### Data extracts
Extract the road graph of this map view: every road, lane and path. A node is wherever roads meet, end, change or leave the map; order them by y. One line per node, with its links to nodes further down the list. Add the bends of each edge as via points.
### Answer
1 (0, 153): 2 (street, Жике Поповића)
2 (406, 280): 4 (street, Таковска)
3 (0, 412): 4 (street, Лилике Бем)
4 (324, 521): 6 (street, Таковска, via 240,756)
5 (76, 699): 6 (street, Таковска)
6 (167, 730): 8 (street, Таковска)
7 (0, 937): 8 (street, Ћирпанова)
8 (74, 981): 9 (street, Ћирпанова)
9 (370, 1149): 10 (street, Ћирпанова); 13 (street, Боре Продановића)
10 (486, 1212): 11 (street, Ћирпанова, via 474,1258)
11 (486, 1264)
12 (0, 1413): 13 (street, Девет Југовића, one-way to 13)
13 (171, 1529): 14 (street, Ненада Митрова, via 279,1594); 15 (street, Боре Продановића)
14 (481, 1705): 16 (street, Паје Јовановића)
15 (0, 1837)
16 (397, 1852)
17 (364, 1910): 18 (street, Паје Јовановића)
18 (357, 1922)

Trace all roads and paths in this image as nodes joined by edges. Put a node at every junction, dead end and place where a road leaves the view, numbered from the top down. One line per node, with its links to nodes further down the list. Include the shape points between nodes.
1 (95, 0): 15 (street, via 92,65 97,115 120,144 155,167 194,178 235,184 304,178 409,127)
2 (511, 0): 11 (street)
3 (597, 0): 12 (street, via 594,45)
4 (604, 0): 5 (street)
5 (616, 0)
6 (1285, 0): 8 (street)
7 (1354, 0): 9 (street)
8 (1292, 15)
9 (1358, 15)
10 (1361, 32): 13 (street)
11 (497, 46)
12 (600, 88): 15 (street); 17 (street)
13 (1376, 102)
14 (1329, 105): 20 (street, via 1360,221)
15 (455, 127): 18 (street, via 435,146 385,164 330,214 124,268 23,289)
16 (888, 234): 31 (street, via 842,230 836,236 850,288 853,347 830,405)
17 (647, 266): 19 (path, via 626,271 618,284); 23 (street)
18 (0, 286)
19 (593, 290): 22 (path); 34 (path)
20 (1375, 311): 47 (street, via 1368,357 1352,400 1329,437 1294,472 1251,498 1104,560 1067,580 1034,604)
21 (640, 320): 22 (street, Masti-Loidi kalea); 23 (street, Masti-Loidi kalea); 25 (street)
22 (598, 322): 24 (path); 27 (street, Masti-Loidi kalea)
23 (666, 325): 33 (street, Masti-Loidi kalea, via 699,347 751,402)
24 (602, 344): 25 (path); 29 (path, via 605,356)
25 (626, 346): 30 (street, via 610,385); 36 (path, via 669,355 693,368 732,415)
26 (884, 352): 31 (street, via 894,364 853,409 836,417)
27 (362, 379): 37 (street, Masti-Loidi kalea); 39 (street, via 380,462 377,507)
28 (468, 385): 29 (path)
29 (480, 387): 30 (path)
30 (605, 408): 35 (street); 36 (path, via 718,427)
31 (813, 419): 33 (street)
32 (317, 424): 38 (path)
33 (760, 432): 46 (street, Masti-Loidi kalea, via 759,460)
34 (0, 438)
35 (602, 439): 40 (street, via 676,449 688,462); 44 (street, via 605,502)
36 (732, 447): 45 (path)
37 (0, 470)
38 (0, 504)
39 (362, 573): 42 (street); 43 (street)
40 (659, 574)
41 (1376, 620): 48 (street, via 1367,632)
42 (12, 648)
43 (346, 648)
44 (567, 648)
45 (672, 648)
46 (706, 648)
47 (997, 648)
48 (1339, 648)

### What the exercise asks
The answer must be the full data, repeated word for word.

### Response for this exercise
Extract the road graph of this map view: every road, lane and path. A node is wherever roads meet, end, change or leave the map; order them by y. One line per node, with its links to nodes further down the list. Add the bends of each edge as via points.
### Answer
1 (0, 153): 2 (street, Жике Поповића)
2 (406, 280): 4 (street, Таковска)
3 (0, 412): 4 (street, Лилике Бем)
4 (324, 521): 6 (street, Таковска, via 240,756)
5 (76, 699): 6 (street, Таковска)
6 (167, 730): 8 (street, Таковска)
7 (0, 937): 8 (street, Ћирпанова)
8 (74, 981): 9 (street, Ћирпанова)
9 (370, 1149): 10 (street, Ћирпанова); 13 (street, Боре Продановића)
10 (486, 1212): 11 (street, Ћирпанова, via 474,1258)
11 (486, 1264)
12 (0, 1413): 13 (street, Девет Југовића, one-way to 13)
13 (171, 1529): 14 (street, Ненада Митрова, via 279,1594); 15 (street, Боре Продановића)
14 (481, 1705): 16 (street, Паје Јовановића)
15 (0, 1837)
16 (397, 1852)
17 (364, 1910): 18 (street, Паје Јовановића)
18 (357, 1922)

Trace all roads and paths in this image as nodes joined by edges. Put a node at every junction, dead end and place where a road leaves the view, numbered from the top down. One line per node, with its links to nodes further down the list. Include the shape points between nodes.
1 (95, 0): 15 (street, via 92,65 97,115 120,144 155,167 194,178 235,184 304,178 409,127)
2 (511, 0): 11 (street)
3 (597, 0): 12 (street, via 594,45)
4 (604, 0): 5 (street)
5 (616, 0)
6 (1285, 0): 8 (street)
7 (1354, 0): 9 (street)
8 (1292, 15)
9 (1358, 15)
10 (1361, 32): 13 (street)
11 (497, 46)
12 (600, 88): 15 (street); 17 (street)
13 (1376, 102)
14 (1329, 105): 20 (street, via 1360,221)
15 (455, 127): 18 (street, via 435,146 385,164 330,214 124,268 23,289)
16 (888, 234): 31 (street, via 842,230 836,236 850,288 853,347 830,405)
17 (647, 266): 19 (path, via 626,271 618,284); 23 (street)
18 (0, 286)
19 (593, 290): 22 (path); 34 (path)
20 (1375, 311): 47 (street, via 1368,357 1352,400 1329,437 1294,472 1251,498 1104,560 1067,580 1034,604)
21 (640, 320): 22 (street, Masti-Loidi kalea); 23 (street, Masti-Loidi kalea); 25 (street)
22 (598, 322): 24 (path); 27 (street, Masti-Loidi kalea)
23 (666, 325): 33 (street, Masti-Loidi kalea, via 699,347 751,402)
24 (602, 344): 25 (path); 29 (path, via 605,356)
25 (626, 346): 30 (street, via 610,385); 36 (path, via 669,355 693,368 732,415)
26 (884, 352): 31 (street, via 894,364 853,409 836,417)
27 (362, 379): 37 (street, Masti-Loidi kalea); 39 (street, via 380,462 377,507)
28 (468, 385): 29 (path)
29 (480, 387): 30 (path)
30 (605, 408): 35 (street); 36 (path, via 718,427)
31 (813, 419): 33 (street)
32 (317, 424): 38 (path)
33 (760, 432): 46 (street, Masti-Loidi kalea, via 759,460)
34 (0, 438)
35 (602, 439): 40 (street, via 676,449 688,462); 44 (street, via 605,502)
36 (732, 447): 45 (path)
37 (0, 470)
38 (0, 504)
39 (362, 573): 42 (street); 43 (street)
40 (659, 574)
41 (1376, 620): 48 (street, via 1367,632)
42 (12, 648)
43 (346, 648)
44 (567, 648)
45 (672, 648)
46 (706, 648)
47 (997, 648)
48 (1339, 648)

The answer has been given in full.